Esma Ben Said
26 Août 2017•Mise à jour: 29 Août 2017
AA/Zeynep Ciftci
Le président américain Donald Trump a gracié le shérif Joe Arpiao, dans la soirée du vendredi, condamné pour avoir traqué excessivement les clandestins en Arizona dans l'Ouest des Etats-Unis.
"Aujourd'hui, le président Donald J. Trump a accordé la grâce présidentielle à Joe Arpaio, ancien shérif du comté de Maricopa dans l'Arizona", a annoncé, vendredi soir, la Maison blanche dans un communiqué.
"Le shérif Joe Arpaio a maintenant 85 ans, et après plus de 50 ans d'admirables service pour notre pays, il mérite un pardon présidentiel", justifie le texte.

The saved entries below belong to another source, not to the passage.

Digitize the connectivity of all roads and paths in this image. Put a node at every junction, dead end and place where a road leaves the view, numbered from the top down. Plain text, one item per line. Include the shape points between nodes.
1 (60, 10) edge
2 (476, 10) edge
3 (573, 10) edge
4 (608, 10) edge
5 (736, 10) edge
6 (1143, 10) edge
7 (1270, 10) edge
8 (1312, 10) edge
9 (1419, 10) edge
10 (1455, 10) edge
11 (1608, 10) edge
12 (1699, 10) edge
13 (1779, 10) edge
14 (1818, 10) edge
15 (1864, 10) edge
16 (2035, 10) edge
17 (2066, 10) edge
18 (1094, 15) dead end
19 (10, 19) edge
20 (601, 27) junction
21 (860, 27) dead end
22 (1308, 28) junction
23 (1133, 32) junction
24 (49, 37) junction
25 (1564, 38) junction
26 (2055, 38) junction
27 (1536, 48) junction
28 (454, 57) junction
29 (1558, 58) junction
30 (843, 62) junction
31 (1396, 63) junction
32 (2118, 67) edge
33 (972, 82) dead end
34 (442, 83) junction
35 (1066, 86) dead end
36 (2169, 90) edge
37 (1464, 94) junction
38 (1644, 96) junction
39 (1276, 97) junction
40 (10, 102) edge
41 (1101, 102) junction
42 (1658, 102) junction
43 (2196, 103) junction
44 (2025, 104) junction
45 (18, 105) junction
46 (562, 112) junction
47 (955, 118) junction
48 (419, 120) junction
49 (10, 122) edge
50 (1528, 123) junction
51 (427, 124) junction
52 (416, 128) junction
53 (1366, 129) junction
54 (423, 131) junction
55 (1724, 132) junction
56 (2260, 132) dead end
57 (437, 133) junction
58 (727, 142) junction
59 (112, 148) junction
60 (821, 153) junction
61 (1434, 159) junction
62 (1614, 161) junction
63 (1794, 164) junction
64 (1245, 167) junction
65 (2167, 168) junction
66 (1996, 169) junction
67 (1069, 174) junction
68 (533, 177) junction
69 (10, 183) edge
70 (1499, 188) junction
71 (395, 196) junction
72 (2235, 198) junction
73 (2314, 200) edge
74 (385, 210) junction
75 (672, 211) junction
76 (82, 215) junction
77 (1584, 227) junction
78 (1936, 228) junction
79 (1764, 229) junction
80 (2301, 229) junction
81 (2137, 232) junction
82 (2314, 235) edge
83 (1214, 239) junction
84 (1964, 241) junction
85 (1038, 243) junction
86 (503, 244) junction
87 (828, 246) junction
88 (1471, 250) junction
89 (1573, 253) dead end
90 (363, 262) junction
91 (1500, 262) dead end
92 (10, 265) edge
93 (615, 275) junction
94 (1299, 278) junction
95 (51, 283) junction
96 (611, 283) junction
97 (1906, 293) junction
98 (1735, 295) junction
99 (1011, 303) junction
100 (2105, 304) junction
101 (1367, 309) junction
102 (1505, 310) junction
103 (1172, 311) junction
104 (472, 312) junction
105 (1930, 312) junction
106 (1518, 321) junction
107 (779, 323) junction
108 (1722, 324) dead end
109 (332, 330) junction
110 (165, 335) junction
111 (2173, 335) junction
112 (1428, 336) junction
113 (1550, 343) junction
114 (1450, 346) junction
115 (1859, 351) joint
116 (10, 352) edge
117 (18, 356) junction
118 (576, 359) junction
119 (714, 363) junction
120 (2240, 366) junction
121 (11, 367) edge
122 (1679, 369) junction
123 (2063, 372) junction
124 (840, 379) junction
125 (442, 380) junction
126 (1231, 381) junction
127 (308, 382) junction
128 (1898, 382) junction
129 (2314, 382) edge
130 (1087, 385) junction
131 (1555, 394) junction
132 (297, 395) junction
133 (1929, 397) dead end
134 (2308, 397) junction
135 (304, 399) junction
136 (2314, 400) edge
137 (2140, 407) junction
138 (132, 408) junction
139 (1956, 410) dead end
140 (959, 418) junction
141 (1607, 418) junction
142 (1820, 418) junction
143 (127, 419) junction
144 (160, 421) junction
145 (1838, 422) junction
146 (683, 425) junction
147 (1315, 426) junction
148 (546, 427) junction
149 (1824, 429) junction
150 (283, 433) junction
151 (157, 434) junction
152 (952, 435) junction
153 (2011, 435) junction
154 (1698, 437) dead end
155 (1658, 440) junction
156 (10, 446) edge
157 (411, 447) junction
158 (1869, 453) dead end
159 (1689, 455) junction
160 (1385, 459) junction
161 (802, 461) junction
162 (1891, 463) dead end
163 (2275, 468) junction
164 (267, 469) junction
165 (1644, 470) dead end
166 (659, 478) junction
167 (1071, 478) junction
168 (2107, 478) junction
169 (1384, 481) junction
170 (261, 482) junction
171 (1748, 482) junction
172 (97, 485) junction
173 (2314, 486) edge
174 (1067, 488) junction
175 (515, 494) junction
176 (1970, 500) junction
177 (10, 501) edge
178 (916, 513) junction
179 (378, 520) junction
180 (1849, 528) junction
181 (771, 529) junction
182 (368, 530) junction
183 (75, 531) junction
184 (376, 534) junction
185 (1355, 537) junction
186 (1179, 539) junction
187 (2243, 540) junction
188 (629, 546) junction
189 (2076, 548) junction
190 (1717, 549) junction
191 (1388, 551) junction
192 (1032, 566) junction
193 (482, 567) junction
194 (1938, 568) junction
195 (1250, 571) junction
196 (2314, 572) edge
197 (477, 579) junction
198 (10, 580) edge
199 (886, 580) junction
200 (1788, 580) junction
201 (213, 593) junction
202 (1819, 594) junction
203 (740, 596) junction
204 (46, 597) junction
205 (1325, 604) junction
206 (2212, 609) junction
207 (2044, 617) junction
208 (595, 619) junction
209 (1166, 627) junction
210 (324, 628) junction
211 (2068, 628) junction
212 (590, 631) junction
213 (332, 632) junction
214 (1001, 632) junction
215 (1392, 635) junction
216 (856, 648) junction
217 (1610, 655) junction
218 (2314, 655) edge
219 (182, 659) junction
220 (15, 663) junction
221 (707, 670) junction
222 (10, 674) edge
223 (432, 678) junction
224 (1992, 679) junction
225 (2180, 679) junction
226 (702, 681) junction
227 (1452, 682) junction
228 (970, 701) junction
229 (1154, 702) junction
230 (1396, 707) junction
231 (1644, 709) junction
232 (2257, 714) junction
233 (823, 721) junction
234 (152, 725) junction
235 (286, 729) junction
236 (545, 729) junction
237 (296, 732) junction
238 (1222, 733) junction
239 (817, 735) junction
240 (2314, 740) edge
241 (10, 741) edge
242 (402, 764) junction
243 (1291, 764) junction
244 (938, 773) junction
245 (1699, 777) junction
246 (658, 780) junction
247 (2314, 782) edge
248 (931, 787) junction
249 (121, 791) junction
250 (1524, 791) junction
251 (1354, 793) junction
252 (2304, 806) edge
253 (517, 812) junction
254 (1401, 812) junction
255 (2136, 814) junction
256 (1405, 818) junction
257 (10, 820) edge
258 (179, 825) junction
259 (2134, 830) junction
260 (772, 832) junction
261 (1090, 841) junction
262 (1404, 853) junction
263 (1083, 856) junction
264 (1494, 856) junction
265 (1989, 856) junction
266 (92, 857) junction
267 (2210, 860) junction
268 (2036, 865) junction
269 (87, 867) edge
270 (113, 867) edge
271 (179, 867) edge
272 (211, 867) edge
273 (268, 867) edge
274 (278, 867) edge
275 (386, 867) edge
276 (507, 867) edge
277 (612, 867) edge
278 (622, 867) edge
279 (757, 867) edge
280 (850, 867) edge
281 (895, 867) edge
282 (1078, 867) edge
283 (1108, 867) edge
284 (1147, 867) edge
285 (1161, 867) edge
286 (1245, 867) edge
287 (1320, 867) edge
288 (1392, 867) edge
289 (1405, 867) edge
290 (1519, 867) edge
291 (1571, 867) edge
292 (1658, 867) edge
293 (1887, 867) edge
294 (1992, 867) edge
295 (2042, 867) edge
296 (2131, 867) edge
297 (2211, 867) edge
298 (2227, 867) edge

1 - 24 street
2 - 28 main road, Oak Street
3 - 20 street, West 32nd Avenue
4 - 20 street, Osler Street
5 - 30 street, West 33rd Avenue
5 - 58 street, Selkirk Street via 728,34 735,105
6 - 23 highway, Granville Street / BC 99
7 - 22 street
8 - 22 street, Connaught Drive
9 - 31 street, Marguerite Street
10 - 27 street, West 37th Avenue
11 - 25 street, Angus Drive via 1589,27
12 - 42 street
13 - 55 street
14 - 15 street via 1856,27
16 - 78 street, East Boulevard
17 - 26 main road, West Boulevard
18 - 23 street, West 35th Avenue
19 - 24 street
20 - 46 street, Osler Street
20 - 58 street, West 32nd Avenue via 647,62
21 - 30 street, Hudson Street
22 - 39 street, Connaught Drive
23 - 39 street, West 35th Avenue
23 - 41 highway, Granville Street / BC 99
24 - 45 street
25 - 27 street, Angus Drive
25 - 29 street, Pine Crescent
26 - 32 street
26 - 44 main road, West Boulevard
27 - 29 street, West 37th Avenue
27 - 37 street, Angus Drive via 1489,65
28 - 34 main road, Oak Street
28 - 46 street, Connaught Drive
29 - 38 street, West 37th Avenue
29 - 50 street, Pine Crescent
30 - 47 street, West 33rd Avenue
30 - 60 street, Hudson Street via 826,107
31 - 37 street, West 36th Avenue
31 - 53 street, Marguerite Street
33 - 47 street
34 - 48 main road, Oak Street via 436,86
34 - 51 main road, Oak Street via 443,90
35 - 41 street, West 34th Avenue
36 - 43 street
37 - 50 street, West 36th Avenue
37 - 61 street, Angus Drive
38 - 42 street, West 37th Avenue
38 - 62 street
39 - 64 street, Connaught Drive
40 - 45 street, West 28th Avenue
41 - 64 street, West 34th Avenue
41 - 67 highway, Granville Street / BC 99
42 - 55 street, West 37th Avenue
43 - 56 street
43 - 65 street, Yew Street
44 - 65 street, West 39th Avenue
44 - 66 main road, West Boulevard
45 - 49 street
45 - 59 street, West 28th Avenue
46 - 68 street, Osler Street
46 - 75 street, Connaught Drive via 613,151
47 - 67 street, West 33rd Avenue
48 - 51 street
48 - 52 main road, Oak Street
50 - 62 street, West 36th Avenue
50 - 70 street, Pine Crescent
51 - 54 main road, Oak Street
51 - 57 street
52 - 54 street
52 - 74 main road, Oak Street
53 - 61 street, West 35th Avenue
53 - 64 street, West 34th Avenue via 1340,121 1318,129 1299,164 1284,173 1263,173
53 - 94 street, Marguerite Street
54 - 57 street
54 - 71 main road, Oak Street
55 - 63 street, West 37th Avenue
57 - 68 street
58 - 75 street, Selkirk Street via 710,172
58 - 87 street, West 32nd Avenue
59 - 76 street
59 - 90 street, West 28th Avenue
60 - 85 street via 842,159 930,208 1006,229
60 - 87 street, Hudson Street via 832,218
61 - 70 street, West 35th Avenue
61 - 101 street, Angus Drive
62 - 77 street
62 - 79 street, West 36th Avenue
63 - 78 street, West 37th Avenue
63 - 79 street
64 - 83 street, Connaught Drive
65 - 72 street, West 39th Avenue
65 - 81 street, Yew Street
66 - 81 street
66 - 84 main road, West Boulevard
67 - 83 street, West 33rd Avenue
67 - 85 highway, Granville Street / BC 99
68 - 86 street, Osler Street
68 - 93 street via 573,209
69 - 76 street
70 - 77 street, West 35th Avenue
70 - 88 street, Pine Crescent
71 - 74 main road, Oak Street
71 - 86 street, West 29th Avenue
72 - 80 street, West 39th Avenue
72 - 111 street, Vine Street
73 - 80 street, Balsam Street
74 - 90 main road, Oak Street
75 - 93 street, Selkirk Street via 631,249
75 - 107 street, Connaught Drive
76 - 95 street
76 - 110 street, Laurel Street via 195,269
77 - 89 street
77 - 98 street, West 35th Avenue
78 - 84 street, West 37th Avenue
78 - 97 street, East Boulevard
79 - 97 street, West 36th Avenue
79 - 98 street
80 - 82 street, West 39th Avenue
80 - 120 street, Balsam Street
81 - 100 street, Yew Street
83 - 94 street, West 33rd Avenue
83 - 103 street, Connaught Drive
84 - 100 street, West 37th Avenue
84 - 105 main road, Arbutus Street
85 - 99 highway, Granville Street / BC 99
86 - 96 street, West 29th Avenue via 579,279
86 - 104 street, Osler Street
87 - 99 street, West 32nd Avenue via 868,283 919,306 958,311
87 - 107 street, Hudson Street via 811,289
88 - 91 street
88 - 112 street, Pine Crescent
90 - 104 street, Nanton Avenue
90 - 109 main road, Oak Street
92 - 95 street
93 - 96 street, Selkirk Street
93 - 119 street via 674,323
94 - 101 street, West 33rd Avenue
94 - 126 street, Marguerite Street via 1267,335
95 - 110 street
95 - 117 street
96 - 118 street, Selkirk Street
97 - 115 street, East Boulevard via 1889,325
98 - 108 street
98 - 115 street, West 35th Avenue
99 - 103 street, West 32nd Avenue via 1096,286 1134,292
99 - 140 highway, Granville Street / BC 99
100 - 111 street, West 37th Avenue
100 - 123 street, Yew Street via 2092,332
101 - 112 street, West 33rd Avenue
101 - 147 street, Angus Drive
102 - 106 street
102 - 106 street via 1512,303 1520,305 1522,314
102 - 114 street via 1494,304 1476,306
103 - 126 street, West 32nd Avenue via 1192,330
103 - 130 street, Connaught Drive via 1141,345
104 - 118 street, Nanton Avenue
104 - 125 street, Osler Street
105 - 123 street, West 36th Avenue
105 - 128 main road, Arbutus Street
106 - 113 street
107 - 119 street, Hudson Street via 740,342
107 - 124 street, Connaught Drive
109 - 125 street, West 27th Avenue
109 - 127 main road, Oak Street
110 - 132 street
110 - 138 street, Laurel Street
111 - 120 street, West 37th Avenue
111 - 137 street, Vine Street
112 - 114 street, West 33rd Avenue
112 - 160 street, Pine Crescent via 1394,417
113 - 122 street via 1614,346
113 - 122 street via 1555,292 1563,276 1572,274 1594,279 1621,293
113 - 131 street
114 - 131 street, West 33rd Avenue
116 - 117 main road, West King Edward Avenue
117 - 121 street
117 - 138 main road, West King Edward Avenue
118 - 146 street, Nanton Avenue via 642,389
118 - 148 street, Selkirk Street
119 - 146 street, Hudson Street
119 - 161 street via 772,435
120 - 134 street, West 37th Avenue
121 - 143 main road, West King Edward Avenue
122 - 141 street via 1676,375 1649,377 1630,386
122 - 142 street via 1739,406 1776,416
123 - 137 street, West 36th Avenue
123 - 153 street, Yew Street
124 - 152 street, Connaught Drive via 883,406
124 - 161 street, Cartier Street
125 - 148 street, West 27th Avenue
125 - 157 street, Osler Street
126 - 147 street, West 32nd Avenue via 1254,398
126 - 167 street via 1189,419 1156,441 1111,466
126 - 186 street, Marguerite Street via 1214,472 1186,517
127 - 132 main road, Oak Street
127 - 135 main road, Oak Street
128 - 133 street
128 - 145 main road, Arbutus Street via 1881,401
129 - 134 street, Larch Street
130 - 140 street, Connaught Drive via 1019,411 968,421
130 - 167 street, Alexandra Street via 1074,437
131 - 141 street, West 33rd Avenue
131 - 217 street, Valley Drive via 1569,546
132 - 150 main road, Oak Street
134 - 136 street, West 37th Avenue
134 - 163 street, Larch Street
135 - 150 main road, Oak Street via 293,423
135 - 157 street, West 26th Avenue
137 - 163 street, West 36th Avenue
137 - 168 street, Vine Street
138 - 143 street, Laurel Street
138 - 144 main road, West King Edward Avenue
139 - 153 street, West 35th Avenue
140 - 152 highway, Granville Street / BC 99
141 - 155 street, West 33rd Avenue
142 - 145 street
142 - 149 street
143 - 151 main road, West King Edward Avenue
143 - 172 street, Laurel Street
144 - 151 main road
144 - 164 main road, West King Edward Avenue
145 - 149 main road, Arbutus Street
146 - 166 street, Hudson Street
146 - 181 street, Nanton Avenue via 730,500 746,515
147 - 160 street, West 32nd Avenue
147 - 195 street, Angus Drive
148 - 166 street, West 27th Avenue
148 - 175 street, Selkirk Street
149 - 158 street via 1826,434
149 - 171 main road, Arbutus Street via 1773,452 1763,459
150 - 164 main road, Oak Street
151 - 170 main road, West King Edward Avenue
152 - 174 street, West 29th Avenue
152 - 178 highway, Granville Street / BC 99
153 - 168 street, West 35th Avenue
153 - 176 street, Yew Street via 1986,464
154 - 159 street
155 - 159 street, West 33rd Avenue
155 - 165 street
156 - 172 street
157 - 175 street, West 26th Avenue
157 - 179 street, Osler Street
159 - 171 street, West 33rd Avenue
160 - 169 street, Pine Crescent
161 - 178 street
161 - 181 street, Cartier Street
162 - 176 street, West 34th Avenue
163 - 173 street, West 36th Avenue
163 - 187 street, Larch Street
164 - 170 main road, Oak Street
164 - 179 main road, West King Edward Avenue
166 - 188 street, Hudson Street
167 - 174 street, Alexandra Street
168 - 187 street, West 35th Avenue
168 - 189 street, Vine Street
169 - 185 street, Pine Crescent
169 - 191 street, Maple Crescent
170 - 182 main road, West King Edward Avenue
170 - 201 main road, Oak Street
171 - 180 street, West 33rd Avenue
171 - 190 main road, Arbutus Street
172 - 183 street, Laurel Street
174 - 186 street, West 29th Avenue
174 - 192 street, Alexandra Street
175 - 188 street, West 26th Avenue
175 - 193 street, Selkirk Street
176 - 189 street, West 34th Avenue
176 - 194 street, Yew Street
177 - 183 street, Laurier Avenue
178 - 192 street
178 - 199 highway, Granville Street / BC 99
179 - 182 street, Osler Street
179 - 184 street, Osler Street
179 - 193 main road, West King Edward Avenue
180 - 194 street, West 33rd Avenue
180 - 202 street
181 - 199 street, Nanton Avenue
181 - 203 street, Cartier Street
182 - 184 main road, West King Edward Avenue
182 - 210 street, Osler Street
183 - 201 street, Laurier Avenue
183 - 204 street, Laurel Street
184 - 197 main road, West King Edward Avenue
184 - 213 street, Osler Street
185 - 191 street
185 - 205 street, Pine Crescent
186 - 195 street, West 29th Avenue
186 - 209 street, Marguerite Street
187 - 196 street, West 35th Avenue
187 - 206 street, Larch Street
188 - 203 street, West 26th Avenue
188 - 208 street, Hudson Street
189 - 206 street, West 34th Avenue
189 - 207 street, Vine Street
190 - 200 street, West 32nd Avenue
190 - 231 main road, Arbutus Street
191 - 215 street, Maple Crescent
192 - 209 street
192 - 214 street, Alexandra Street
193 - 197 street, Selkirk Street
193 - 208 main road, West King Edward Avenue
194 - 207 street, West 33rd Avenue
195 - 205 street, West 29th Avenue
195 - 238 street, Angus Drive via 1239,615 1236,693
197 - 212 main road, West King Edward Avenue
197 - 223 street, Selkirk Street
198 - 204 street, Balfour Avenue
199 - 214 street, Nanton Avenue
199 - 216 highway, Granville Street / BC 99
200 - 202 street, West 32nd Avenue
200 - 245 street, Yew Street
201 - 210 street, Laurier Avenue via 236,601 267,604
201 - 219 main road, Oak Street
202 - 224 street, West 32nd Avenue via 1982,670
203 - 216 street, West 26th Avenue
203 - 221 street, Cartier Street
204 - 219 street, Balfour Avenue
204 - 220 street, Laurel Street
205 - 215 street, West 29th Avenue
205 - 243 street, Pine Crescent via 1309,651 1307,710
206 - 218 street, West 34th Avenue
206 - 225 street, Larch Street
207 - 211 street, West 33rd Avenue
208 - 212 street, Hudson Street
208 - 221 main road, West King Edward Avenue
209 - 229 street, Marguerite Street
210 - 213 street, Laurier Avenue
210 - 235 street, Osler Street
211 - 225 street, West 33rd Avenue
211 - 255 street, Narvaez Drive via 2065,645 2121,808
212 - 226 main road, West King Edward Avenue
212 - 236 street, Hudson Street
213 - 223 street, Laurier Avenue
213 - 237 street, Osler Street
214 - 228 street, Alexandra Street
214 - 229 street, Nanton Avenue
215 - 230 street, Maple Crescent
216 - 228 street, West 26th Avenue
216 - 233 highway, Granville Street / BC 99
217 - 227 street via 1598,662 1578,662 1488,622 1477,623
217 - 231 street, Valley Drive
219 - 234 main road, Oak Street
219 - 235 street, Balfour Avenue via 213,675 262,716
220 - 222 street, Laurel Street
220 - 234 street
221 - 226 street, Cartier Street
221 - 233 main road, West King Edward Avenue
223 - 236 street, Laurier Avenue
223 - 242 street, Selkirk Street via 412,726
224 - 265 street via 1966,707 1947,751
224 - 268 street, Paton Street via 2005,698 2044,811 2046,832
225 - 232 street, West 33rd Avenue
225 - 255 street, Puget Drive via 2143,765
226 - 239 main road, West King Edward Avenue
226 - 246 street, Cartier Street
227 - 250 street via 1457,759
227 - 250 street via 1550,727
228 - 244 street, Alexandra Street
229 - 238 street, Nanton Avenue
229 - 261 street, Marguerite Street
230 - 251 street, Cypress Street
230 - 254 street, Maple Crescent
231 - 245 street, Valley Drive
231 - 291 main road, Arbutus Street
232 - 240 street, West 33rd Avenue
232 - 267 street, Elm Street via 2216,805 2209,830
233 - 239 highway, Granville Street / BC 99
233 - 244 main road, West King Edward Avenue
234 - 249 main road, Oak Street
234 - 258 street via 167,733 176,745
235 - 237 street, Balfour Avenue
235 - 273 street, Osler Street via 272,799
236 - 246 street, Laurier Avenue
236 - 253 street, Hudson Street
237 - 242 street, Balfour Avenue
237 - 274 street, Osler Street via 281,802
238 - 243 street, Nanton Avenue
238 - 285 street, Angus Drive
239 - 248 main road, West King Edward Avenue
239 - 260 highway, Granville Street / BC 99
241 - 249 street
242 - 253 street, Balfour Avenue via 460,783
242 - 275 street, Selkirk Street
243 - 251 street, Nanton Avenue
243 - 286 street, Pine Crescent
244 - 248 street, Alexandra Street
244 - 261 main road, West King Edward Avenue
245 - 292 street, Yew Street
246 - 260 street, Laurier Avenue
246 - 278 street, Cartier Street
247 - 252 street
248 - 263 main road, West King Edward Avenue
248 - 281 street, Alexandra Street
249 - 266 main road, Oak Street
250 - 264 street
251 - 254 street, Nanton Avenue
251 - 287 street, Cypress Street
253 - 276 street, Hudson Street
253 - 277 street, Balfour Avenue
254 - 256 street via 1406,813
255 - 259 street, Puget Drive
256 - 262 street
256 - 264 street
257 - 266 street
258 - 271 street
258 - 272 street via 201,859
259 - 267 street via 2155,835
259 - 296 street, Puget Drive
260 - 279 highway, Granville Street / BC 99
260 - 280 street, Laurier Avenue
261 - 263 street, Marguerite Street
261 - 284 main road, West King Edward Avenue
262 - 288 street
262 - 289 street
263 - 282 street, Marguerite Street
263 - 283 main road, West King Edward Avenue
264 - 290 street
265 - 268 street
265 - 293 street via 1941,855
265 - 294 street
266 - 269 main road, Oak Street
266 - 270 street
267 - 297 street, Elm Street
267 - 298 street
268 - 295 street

Le très controversé shérif Joe Arpiao avait été condamné fin juillet à six mois de prison, après avoir violé l’injonction d’un juge fédéral lui prohibant ses patrouilles discriminatoires en Arizona.
Partisan du président Trump et auto-baptisé "le shérif le plus dur d'Amérique", l'homme est source de controverses "prenant des mesures ouvertement basées sur un ciblage discriminatoire et revendiqué des étrangers hispaniques" explique les médias internationaux.
L'annonce du pardon présidentiel a suscité nombreuses critiques et réactions de la part des figures politiques américaines. Le député Raul Grijalva, d’Arizona, cité par la presse locale a notamment déclaré que "Joe Arpaio ne mérite pas de pardon. Toute sa vie il s'est conduit comme s'il était au-dessus des lois. Maintenant Trump lui montre qu'il avait raison".
De son côté, le parlementaire démocrate Joaquin Castro (Texas) a décrit le shérif de "sectaire qui a ciblé la communauté hispanique pendant des années. Il aurait dû purger sa peine", rapporte la presse américaine.
La grande association de défense des libertés ACLU a défendu de son côté, que "le président a choisi l'illégalité plutôt que la loi, la division plutôt que l'unité et la douleur plutôt que la guérison".